Spacers don’t change the spring rate, so your ride quality stays the same. A 2-inch spacer gives you exactly 2 inches of lift, and that number won’t change over time the way a stretched spring might gradually settle back. Installation is straightforward: you’re placing the spacer on the spring pad and reinstalling the spring on top of it.
The tradeoff is reduced suspension travel. If you add a 2-inch spacer, you lose 2 inches of available compression distance unless you also install longer shocks and extended sway bar links to compensate. There’s also a small risk of a spacer shifting or becoming dislodged if it’s not properly seated, which can prevent the spring from sitting correctly on its pad. For lifts under 2.5 inches, spacers are a common and reliable choice. For anything larger, aftermarket springs designed for the new ride height are a safer path.
How Stretching Affects Spring Life
A spring that’s been cold-stretched past its elastic limit has altered internal stresses that weren’t part of its original design. In practical terms, this means reduced fatigue life. Springs fail through repeated cycling, not through a single overload, and any irregularity in the coil spacing or internal stress pattern gives fatigue cracks a place to start.
For context on how much processing matters, advanced heat treatment methods used on spring steel can increase fatigue limits by 16 to 25 percent compared to standard treatment. That’s how sensitive spring steel is to its thermal and mechanical history. A controlled industrial process can add a quarter more life to a spring, and by the same logic, an uncontrolled backyard stretch can take it away.
This doesn’t mean a stretched spring will snap tomorrow. For low-cycle applications like a gate latch or a non-critical mechanism, a carefully stretched spring can last years.
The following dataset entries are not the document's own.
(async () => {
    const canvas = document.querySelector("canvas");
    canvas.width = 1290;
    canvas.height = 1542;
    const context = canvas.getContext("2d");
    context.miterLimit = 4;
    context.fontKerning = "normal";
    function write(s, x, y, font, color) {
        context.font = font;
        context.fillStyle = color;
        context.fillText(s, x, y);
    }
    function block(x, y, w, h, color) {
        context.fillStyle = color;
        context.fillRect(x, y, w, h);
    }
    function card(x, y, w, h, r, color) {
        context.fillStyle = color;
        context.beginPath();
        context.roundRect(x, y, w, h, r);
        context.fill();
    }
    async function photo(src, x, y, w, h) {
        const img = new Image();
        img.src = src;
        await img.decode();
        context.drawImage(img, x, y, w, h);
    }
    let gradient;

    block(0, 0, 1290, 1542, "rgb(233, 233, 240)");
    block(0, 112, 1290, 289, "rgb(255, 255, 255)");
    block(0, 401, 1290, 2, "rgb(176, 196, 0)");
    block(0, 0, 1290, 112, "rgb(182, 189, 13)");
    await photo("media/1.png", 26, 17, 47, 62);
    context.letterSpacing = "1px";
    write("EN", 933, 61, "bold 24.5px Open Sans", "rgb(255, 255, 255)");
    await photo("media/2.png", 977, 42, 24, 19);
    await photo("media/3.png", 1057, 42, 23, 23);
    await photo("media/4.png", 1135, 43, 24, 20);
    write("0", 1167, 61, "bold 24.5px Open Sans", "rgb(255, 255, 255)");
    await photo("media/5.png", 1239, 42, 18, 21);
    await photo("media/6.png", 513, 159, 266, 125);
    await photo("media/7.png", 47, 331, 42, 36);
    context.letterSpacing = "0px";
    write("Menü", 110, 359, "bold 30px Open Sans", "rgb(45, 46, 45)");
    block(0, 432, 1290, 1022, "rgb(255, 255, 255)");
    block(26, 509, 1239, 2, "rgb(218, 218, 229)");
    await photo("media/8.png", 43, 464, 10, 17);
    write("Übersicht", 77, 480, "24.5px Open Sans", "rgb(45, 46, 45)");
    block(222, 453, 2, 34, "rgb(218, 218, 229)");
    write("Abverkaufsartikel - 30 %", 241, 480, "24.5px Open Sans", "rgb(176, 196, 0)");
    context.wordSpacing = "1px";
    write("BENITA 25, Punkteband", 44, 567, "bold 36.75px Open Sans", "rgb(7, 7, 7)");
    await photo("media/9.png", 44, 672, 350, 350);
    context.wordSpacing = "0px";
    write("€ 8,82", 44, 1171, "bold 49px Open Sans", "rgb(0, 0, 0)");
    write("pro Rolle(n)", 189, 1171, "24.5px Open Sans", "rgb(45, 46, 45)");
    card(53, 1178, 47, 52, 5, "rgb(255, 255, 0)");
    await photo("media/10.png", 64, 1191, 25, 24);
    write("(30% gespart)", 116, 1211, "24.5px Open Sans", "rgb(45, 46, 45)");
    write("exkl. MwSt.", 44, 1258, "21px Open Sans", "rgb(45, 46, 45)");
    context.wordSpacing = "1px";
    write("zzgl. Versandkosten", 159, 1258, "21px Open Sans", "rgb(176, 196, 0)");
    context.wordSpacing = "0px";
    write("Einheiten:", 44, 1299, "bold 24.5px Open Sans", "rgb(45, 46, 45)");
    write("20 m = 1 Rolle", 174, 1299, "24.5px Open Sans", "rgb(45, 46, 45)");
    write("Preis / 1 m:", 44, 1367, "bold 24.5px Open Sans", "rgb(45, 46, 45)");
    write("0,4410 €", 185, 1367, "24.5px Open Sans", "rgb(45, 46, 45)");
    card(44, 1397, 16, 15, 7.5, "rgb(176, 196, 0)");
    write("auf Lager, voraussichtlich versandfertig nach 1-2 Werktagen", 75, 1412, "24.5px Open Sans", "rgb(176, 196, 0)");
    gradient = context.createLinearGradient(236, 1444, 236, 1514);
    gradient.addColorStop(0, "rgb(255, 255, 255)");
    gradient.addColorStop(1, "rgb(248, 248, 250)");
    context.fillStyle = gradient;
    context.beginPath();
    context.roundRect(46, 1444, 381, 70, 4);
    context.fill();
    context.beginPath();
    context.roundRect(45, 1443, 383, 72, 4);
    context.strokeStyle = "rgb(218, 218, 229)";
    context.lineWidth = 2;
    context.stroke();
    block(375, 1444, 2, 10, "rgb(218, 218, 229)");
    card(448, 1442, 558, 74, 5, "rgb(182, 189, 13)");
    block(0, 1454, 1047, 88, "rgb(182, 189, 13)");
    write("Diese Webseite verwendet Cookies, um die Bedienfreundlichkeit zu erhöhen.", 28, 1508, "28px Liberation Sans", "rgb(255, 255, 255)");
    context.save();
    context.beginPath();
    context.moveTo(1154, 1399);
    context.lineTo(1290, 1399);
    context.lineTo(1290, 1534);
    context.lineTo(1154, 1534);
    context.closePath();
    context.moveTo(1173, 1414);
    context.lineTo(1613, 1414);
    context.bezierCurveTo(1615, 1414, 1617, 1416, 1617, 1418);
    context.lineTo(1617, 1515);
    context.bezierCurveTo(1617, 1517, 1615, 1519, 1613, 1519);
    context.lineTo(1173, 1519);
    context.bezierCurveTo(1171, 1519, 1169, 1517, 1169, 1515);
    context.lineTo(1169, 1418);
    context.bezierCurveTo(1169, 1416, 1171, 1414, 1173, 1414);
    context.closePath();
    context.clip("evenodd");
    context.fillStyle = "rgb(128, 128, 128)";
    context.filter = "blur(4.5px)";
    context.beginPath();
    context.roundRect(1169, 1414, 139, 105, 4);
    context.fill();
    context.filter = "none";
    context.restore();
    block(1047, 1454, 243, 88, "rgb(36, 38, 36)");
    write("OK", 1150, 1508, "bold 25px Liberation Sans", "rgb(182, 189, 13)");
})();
For anything involving high-frequency cycling or safety loads (vehicle suspensions, garage door springs, industrial equipment), replacing the spring with the correct size is almost always the better call.
Safety During the Process
Coil springs store significant energy. A compressed spring expands with great force when released, and a stretched spring contracts just as violently. If a clamp slips or a vise grip lets go, the spring becomes a projectile or a whipping hazard.
Wear safety glasses at minimum, and heavy gloves when handling larger springs. Before you start, think about the direction the spring will move if your grip fails, and position yourself out of that path. When using a vise, make sure the spring is secured well enough that it can’t rotate or twist free under tension. For automotive suspension springs, never work under a vehicle supported only by a jack, since removing a spring requires unloading the suspension, and the stored energy in that process can shift the vehicle.
If you’re heating spring steel, work in a well-ventilated area away from flammable materials. Hot springs look exactly like cold springs after a few minutes of cooling but can still be several hundred degrees. Set heated springs on a fire-safe surface and let them cool completely before handling.